The simplest cavity consists of two mirrors facing each other with the gain medium between them. One mirror is perfectly reflecting; the other is partially transmitting (the output coupler), allowing some fraction of photons to exit as the laser beam. Photons bouncing back and forth make multiple passes through the gain medium, building up intensity through repeated stimulated emission.

Critically, the cavity acts as a frequency selector. Only wavelengths that form standing waves between the mirrors — where the round-trip distance is an integer number of half-wavelengths — experience constructive interference and build up. All other wavelengths interfere destructively. This cavity resonance condition is what makes laser light monochromatic.

Coherence: The Defining Laser Property

Temporal coherence measures how long a laser maintains a constant phase relationship. Coherence length is the path difference over which two parts of the same beam remain correlated. An LED has a coherence length of micrometers. A single-mode diode laser: millimeters to meters. A stabilized HeNe laser: hundreds of meters. A narrow-linewidth optical frequency laser: hundreds of kilometers.

Spatial coherence means the phase relationship across the beam cross-section is fixed. A spatially coherent beam produces sharp interference fringes when split and recombined — essential for holography, interferometry, and diffraction-limited focusing to a diffraction-limited spot.

Why Laser Focusing Matters: The Diffraction Limit

A spatially coherent beam can be focused to a spot diameter limited only by diffraction: d = 1.22 λ/(NA), where λ is wavelength and NA is the numerical aperture. At 532 nm (green laser) and NA = 0.9, the minimum spot size is 720 nm. This concentration of energy into a tiny spot enables laser cutting, laser ablation in surgery, optical data storage, and laser-based manufacturing at micron precision.

• LASIK eye surgery uses a 193 nm excimer laser to ablate corneal tissue with 0.25 µm precision per pulse.
• Laser welding focuses kW-level beams to spots less than 0.5 mm across, creating weld pools in milliseconds.
• Blu-ray disc drives use a 405 nm diode laser focused to a 150 nm spot to read features smaller than visible light wavelengths.

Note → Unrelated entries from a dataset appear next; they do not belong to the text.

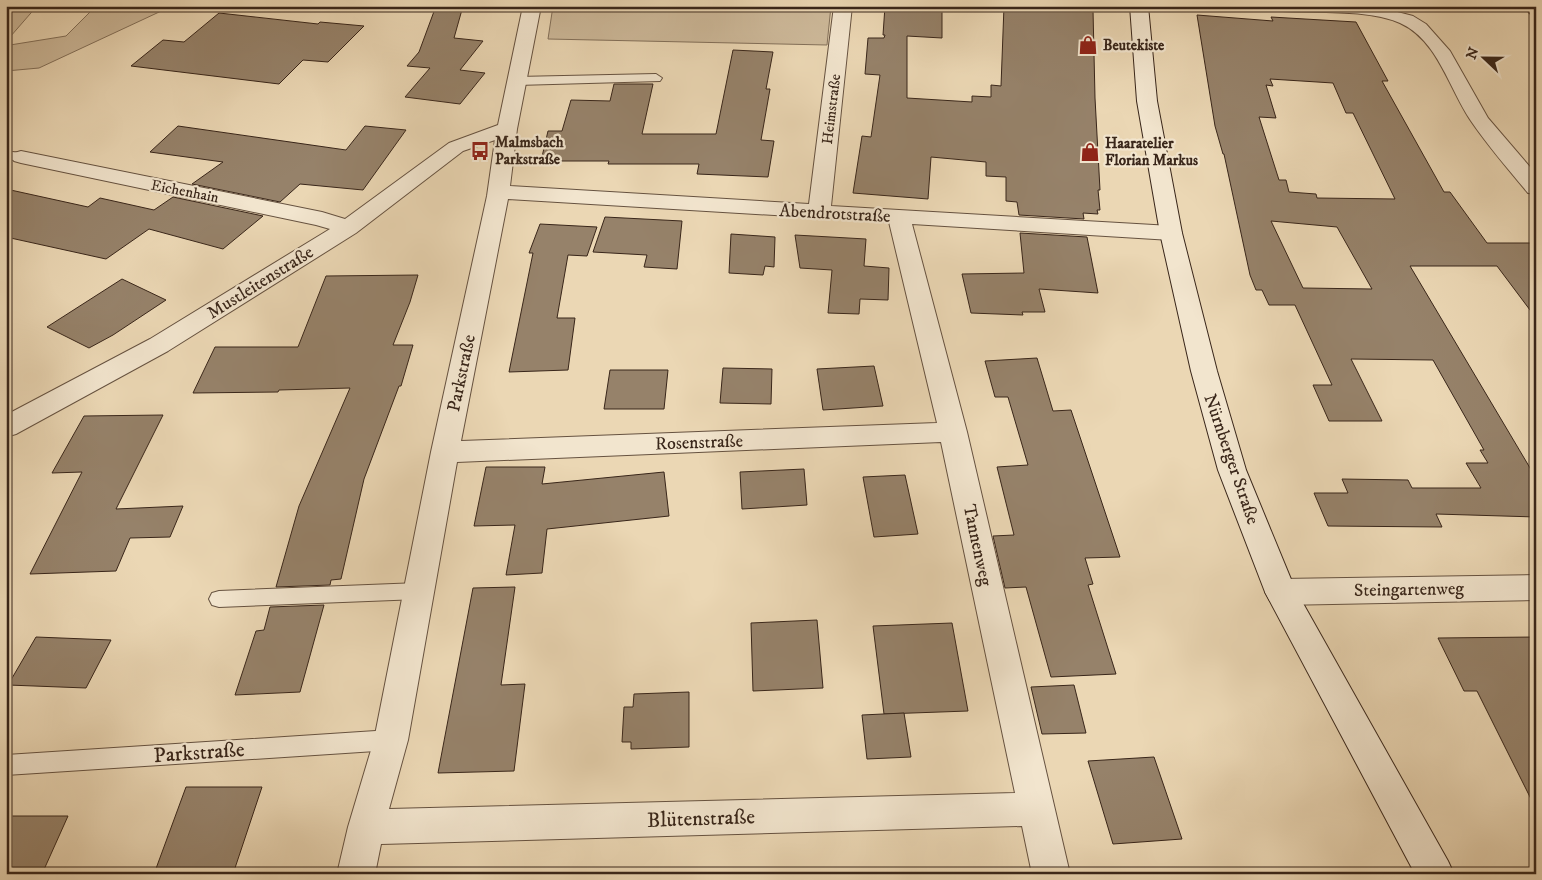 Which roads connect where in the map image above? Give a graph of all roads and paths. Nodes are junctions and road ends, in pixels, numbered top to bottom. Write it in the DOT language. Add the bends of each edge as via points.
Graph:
graph roads {
  1 [pos="532,6"];
  2 [pos="843,6"];
  3 [pos="1140,6"];
  4 [pos="1282,6"];
  5 [pos="656,78"];
  6 [pos="517,81"];
  7 [pos="507,129"];
  8 [pos="13,156"];
  9 [pos="1536,188"];
  10 [pos="499,192"];
  11 [pos="820,212"];
  12 [pos="899,216"];
  13 [pos="348,228"];
  14 [pos="1171,233"];
  15 [pos="6,427"];
  16 [pos="953,432"];
  17 [pos="445,452"];
  18 [pos="1536,586"];
  19 [pos="419,591"];
  20 [pos="1281,592"];
  21 [pos="219,599"];
  22 [pos="391,740"];
  23 [pos="6,765"];
  24 [pos="1036,809"];
  25 [pos="366,827"];
  26 [pos="356,874"];
  27 [pos="1051,874"];
  28 [pos="1435,874"];
  1 -- 6 [label="street, Parkstraße"];
  2 -- 11 [label="street, Heimstraße"];
  3 -- 14 [label="street, Nürnberger Straße" via="1147,101"];
  4 -- 9 [label="street" via="1367,11 1406,20 1418,27 1435,43 1480,120"];
  5 -- 6 [label="lane"];
  6 -- 7 [label="street, Parkstraße"];
  7 -- 10 [label="street, Parkstraße"];
  7 -- 13 [label="street, Mustleitenstraße" via="456,147"];
  8 -- 13 [label="street, Eichenhain" via="322,218"];
  10 -- 11 [label="street, Abendrotstraße"];
  10 -- 17 [label="street, Parkstraße"];
  11 -- 12 [label="street, Abendrotstraße"];
  12 -- 14 [label="street, Abendrotstraße"];
  12 -- 16 [label="street, Tannenweg"];
  13 -- 15 [label="street, Mustleitenstraße" via="158,345"];
  14 -- 20 [label="street, Nürnberger Straße" via="1232,470"];
  16 -- 17 [label="street, Rosenstraße"];
  16 -- 24 [label="street, Tannenweg"];
  17 -- 19 [label="street, Parkstraße"];
  18 -- 20 [label="street, Steingartenweg"];
  19 -- 21 [label="lane"];
  19 -- 22 [label="street, Parkstraße"];
  20 -- 28 [label="street, Nürnberger Straße"];
  22 -- 23 [label="lane, Parkstraße"];
  22 -- 25 [label="street, Parkstraße"];
  24 -- 25 [label="street, Blütenstraße"];
  24 -- 27 [label="street, Tannenweg"];
  25 -- 26 [label="street, Parkstraße"];
} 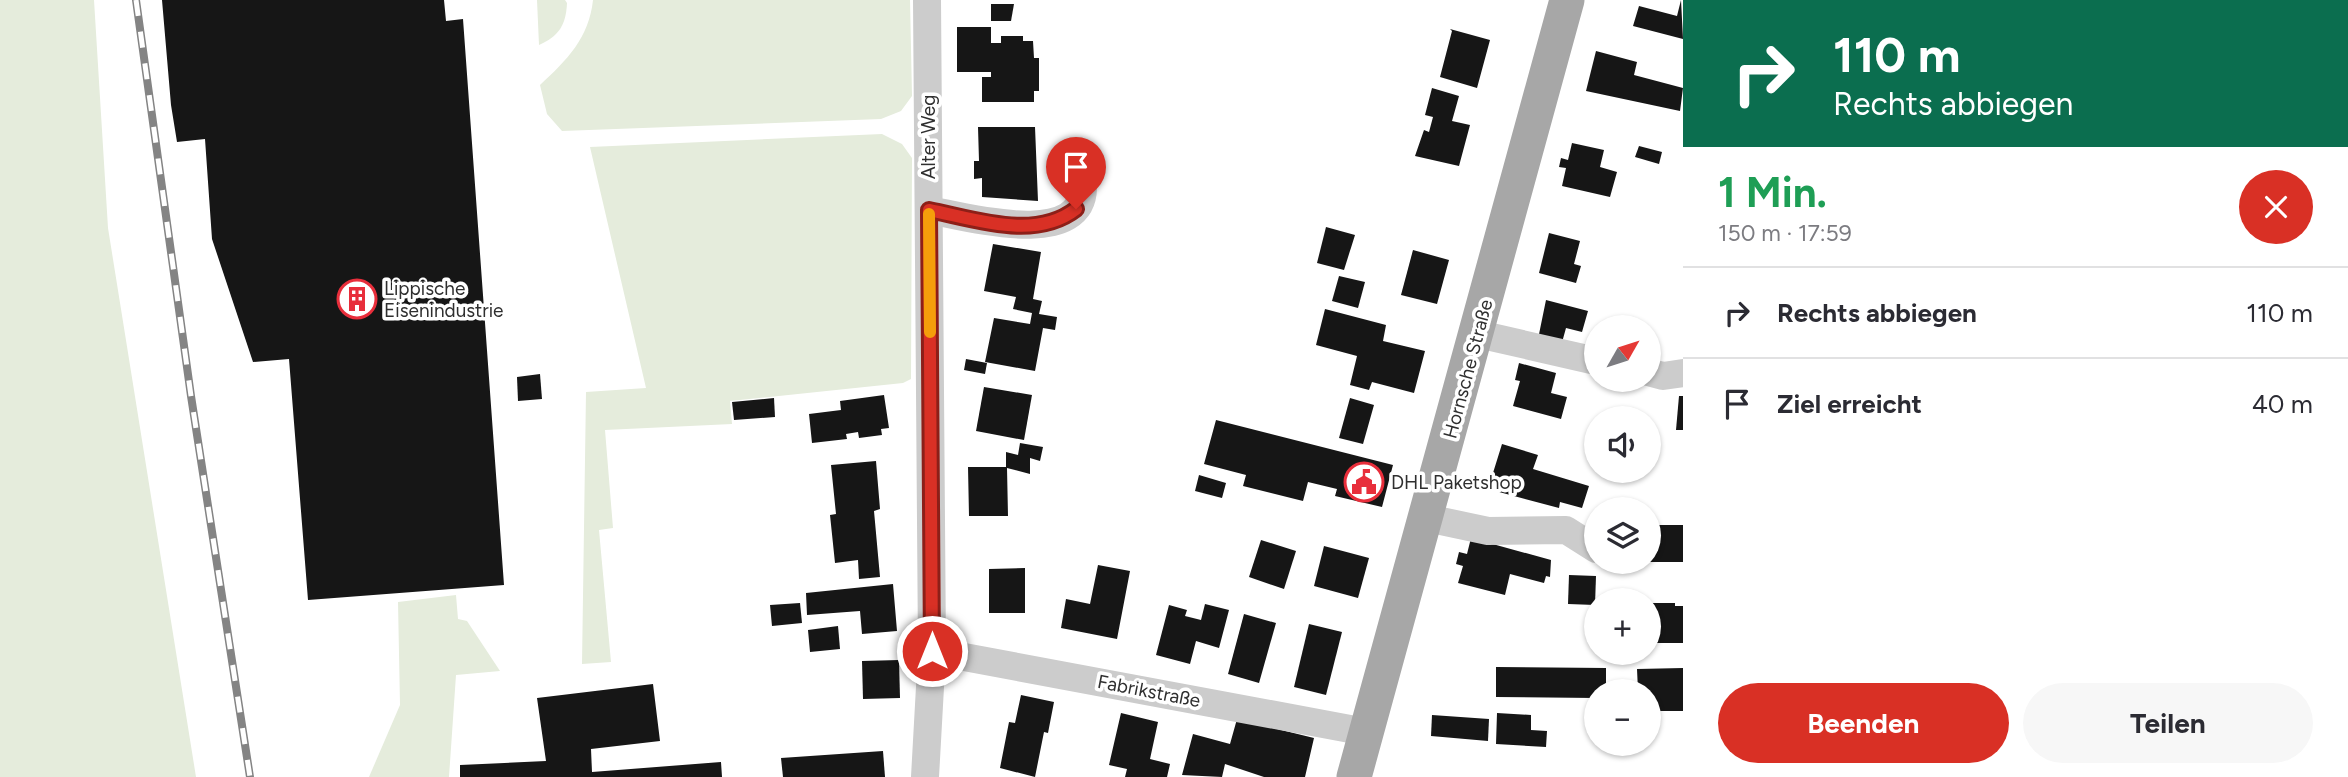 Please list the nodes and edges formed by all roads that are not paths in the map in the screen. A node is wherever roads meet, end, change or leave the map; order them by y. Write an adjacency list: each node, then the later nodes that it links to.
1 (927, 0): 4 (street, Alter Weg)
2 (1571, 12): 5 (main road, Hornsche Straße)
3 (1078, 167): 4 (street)
4 (929, 210): 11 (street, Alter Weg)
5 (1478, 334): 6 (street); 9 (main road, Hornsche Straße)
6 (1584, 358)
7 (1683, 373): 8 (street)
8 (1661, 375)
9 (1427, 518): 10 (street); 12 (main road, Hornsche Straße)
10 (1584, 541)
11 (932, 651): 12 (street, Fabrikstraße); 13 (street, Alter Weg)
12 (1366, 732): 14 (main road, Hornsche Straße)
13 (925, 777)
14 (1353, 777)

Ultra-Short Pulses and Extreme Applications

Mode-locked lasers generate pulses as short as femtoseconds (10⁻¹⁵ seconds) by synchronizing thousands of longitudinal cavity modes to interfere constructively at a single point in time. A 100 femtosecond pulse lasting 0.0000000000001 seconds can deliver megawatts of instantaneous power from a milliwatt average power laser, enabling two-photon microscopy, materials processing with minimal heat damage, and high-harmonic generation to produce attosecond X-ray pulses — the tool that won the 2023 Nobel Prize in Physics for enabling photography of electrons moving inside atoms.